[[ Dataset excerpts, beginning ]]

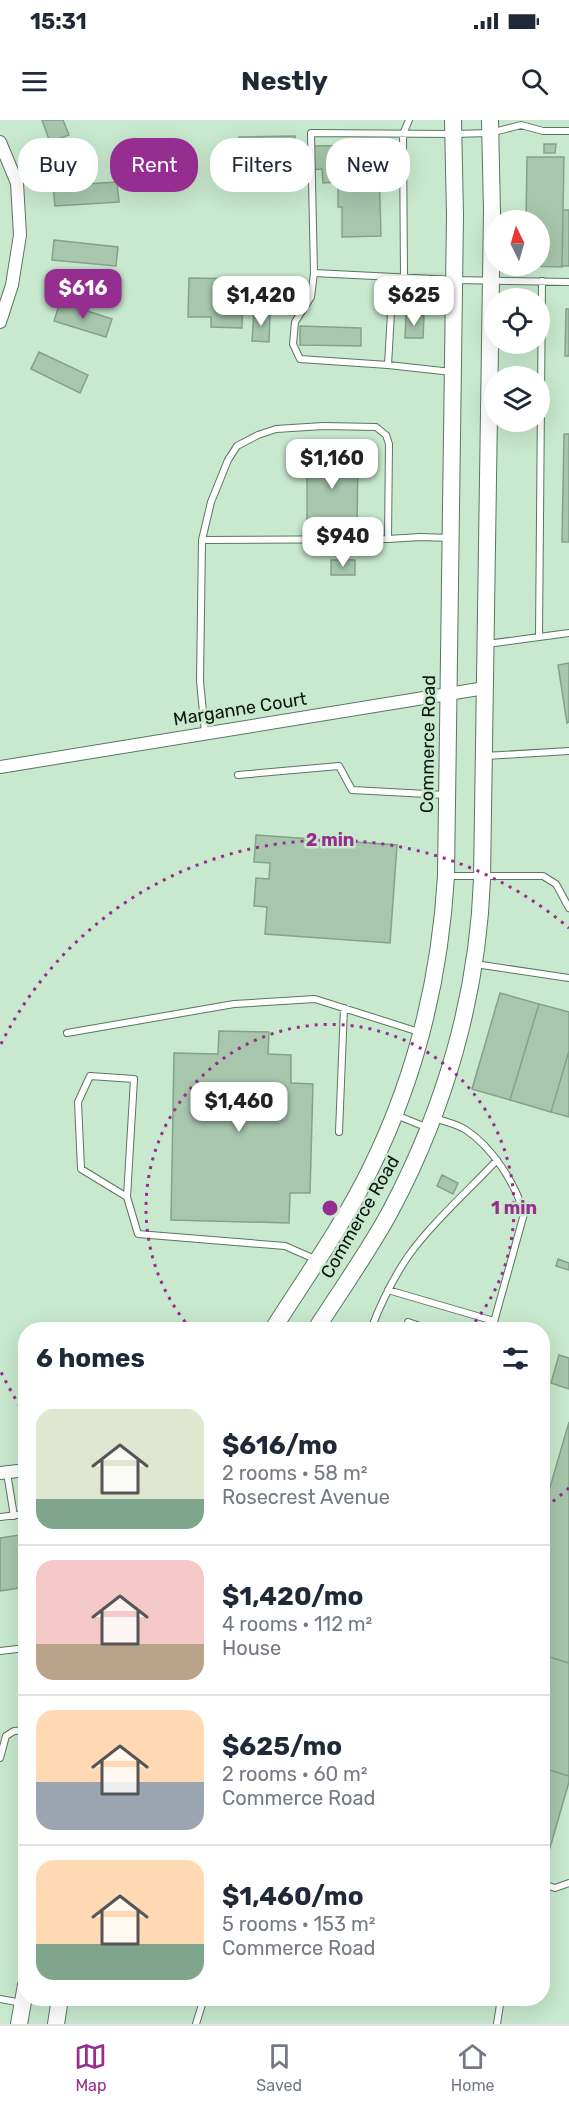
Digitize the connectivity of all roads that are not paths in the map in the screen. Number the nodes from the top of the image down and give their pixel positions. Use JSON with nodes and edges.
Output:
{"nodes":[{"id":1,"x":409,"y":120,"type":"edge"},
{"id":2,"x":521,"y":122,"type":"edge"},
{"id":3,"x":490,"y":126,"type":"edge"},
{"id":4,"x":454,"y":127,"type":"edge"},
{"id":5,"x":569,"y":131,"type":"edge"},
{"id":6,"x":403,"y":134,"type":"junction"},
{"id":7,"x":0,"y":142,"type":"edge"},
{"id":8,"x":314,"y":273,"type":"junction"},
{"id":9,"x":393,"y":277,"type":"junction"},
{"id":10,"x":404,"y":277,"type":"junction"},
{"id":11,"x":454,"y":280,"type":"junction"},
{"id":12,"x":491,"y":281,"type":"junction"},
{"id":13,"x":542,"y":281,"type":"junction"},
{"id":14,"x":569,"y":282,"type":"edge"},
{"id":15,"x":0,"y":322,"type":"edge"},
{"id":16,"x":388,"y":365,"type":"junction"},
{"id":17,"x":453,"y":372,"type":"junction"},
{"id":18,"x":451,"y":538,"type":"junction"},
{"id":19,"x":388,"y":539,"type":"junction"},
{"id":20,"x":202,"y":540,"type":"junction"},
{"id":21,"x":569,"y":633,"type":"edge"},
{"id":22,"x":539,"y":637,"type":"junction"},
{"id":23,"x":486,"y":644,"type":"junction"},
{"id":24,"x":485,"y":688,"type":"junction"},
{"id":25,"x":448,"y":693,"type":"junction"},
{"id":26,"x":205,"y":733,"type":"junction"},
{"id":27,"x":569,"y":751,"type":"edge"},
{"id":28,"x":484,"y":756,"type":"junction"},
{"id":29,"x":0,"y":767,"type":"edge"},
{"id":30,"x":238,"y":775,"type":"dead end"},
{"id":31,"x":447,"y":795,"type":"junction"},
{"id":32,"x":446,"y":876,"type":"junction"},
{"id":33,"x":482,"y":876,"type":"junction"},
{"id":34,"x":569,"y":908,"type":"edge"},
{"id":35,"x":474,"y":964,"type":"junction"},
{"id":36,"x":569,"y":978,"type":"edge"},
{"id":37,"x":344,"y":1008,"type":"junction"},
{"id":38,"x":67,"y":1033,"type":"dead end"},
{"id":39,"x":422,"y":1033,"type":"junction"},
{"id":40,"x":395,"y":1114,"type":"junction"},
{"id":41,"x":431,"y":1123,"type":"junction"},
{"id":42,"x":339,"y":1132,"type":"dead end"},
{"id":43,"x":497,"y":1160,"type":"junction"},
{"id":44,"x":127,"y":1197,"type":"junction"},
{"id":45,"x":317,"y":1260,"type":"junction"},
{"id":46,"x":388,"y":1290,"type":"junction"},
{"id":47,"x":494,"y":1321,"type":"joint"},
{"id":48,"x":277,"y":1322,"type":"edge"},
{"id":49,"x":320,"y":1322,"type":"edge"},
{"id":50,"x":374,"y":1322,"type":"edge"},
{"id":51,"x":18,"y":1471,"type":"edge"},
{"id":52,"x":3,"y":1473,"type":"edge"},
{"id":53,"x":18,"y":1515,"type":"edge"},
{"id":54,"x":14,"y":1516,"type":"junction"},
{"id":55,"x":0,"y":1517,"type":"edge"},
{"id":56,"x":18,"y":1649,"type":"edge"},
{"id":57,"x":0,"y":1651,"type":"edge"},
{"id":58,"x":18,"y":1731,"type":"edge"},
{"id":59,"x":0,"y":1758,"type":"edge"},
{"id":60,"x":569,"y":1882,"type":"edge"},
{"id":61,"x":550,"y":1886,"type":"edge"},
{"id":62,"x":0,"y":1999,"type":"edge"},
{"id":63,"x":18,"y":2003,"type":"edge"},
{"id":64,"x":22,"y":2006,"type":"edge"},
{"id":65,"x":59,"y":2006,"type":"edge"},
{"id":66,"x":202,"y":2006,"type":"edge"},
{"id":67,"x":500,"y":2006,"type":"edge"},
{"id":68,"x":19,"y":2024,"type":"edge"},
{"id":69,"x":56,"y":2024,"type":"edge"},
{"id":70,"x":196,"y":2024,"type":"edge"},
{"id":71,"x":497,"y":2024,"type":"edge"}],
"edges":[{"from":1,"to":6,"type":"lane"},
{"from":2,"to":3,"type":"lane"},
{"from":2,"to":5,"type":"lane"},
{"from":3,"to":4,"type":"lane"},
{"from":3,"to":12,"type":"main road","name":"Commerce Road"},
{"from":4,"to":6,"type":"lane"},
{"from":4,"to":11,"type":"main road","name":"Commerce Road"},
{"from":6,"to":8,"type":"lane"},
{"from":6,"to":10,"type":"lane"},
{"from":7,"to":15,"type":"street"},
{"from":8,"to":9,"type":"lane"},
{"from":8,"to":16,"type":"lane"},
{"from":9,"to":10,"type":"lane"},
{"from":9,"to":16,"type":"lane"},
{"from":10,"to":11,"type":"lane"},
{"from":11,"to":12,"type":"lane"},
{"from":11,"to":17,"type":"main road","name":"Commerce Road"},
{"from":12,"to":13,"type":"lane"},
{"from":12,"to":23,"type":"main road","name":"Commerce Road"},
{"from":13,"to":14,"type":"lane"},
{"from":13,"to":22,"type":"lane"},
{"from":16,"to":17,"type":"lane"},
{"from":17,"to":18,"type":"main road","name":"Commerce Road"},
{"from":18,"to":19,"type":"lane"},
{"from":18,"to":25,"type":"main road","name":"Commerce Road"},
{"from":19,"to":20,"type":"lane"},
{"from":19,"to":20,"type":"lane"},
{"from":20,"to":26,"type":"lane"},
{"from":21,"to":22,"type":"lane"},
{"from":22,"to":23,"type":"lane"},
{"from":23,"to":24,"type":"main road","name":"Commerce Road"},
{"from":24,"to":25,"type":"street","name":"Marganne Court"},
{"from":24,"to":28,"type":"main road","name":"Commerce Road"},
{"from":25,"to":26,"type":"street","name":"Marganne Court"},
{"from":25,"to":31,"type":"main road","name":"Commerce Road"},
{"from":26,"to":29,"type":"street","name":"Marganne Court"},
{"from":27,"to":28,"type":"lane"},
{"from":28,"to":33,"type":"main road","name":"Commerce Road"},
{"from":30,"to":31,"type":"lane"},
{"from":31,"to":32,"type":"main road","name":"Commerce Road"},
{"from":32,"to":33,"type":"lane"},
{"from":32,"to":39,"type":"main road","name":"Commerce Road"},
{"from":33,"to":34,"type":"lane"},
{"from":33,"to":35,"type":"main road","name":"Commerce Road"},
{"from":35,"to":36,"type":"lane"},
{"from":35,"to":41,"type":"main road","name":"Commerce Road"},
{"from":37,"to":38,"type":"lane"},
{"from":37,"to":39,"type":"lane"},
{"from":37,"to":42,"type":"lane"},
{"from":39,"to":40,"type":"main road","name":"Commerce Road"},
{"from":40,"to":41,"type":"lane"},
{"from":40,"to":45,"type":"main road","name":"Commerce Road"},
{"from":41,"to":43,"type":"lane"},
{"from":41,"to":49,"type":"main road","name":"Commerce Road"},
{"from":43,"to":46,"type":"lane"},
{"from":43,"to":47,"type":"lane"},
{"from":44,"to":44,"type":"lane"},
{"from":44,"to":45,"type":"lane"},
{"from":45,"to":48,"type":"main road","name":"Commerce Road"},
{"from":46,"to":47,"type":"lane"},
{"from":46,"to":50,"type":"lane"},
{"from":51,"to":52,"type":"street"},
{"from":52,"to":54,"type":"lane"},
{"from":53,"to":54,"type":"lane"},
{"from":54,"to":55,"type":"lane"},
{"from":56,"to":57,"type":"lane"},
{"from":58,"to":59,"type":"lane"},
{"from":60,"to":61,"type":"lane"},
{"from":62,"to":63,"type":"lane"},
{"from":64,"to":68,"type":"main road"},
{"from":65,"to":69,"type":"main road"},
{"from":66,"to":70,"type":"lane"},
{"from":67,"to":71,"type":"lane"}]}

[[ Dataset excerpts, end ]]
[[ Dataset excerpts, beginning ]]

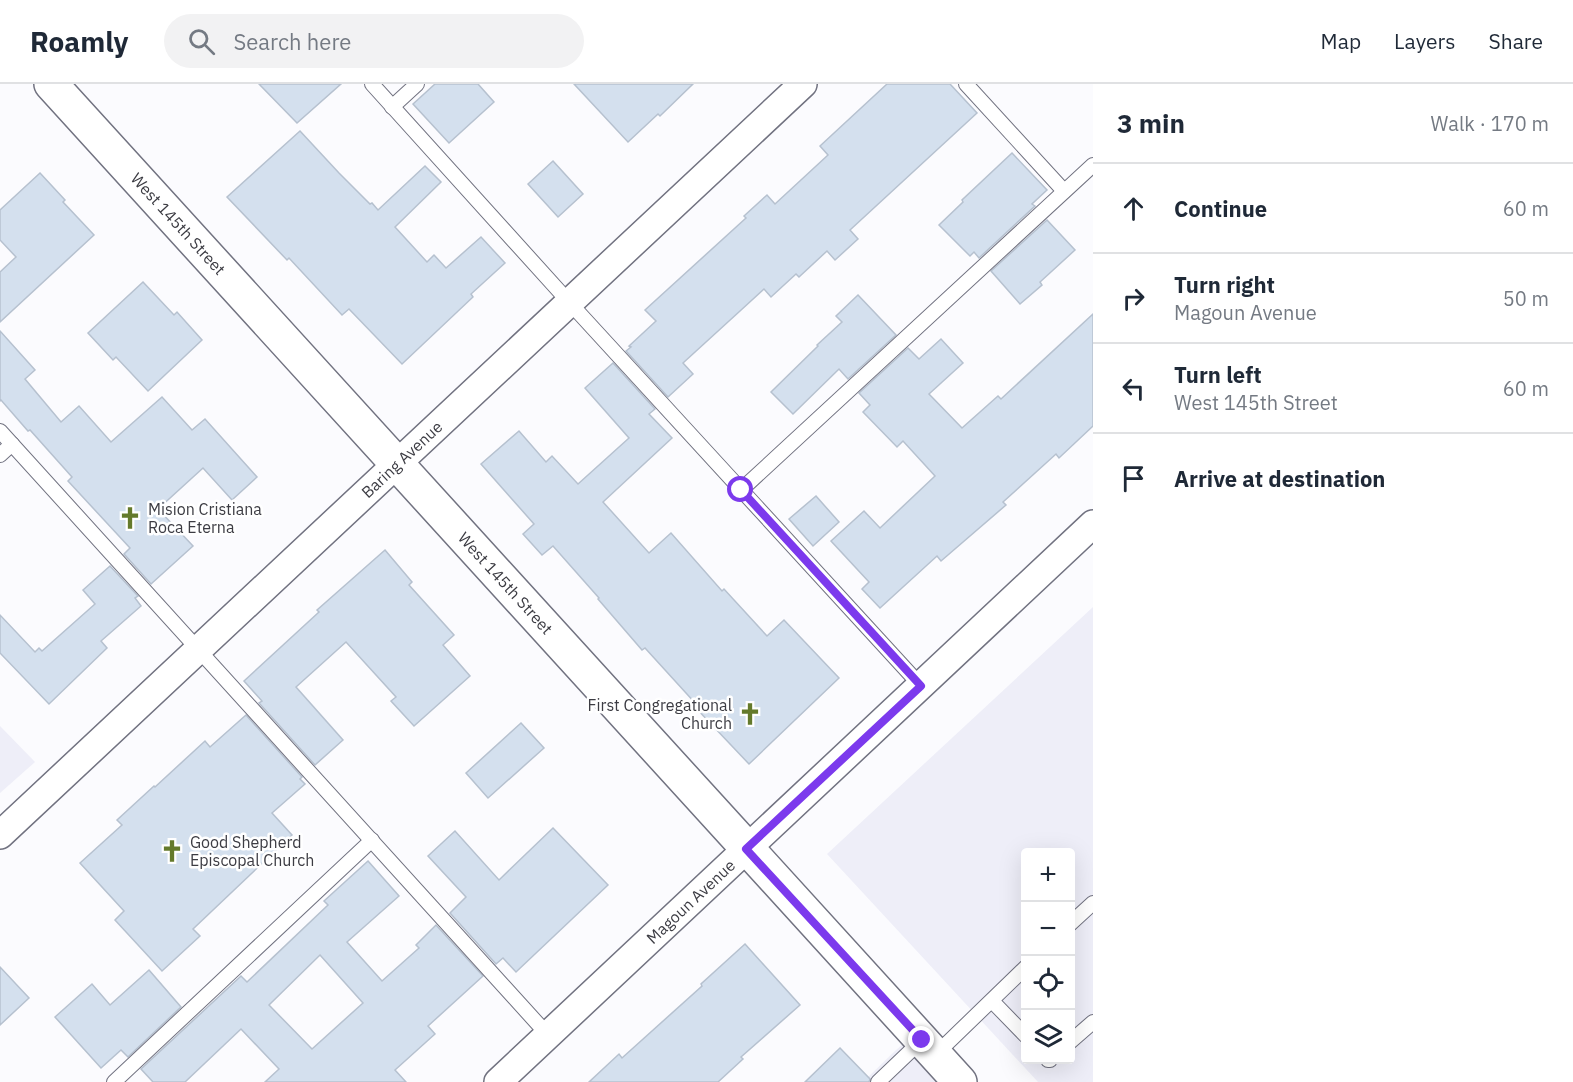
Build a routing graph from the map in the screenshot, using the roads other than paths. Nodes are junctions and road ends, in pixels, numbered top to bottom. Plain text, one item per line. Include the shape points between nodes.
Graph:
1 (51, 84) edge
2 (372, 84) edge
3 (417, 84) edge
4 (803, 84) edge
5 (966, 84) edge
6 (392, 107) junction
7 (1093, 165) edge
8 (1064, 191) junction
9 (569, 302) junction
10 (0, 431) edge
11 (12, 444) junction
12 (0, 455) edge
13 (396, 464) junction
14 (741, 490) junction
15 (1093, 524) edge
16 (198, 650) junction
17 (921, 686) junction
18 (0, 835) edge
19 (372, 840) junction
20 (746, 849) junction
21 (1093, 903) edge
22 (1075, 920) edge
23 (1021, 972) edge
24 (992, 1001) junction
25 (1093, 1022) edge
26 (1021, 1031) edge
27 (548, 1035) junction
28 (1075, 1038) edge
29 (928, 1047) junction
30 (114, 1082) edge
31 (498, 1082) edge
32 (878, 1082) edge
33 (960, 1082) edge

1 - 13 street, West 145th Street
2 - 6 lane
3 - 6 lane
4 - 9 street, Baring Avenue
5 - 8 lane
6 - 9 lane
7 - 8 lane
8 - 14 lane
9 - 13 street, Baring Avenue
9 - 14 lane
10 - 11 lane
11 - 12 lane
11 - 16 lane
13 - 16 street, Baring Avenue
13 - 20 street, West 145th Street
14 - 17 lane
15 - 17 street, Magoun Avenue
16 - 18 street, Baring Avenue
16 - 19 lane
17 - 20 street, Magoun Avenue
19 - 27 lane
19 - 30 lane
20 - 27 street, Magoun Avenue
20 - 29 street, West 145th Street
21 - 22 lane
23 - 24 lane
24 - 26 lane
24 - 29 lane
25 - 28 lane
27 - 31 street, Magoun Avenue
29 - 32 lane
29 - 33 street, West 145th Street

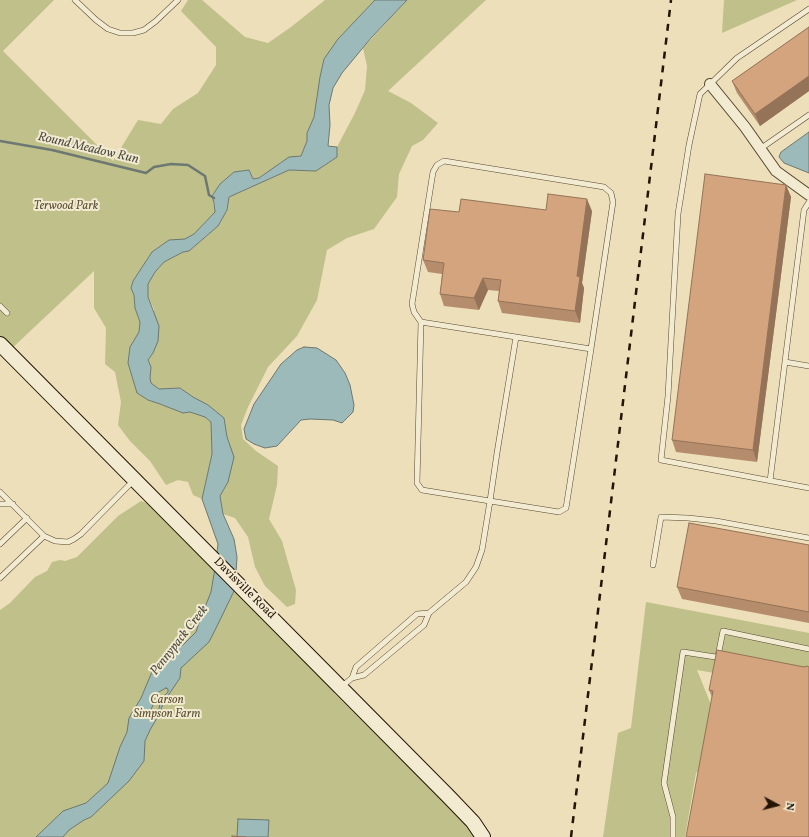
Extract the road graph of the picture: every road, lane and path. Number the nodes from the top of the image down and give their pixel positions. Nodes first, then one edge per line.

[[ Dataset excerpts, end ]]

> Prompt
Find the word "image" in the records and pull out each line that has it.

> Problem solution
Digitize the connectivity of all roads that are not paths in the map in the screen. Number the nodes from the top of the image down and give their pixel positions. Use JSON with nodes and edges.
Extract the road graph of the picture: every road, lane and path. Number the nodes from the top of the image down and give their pixel positions. Nodes first, then one edge per line.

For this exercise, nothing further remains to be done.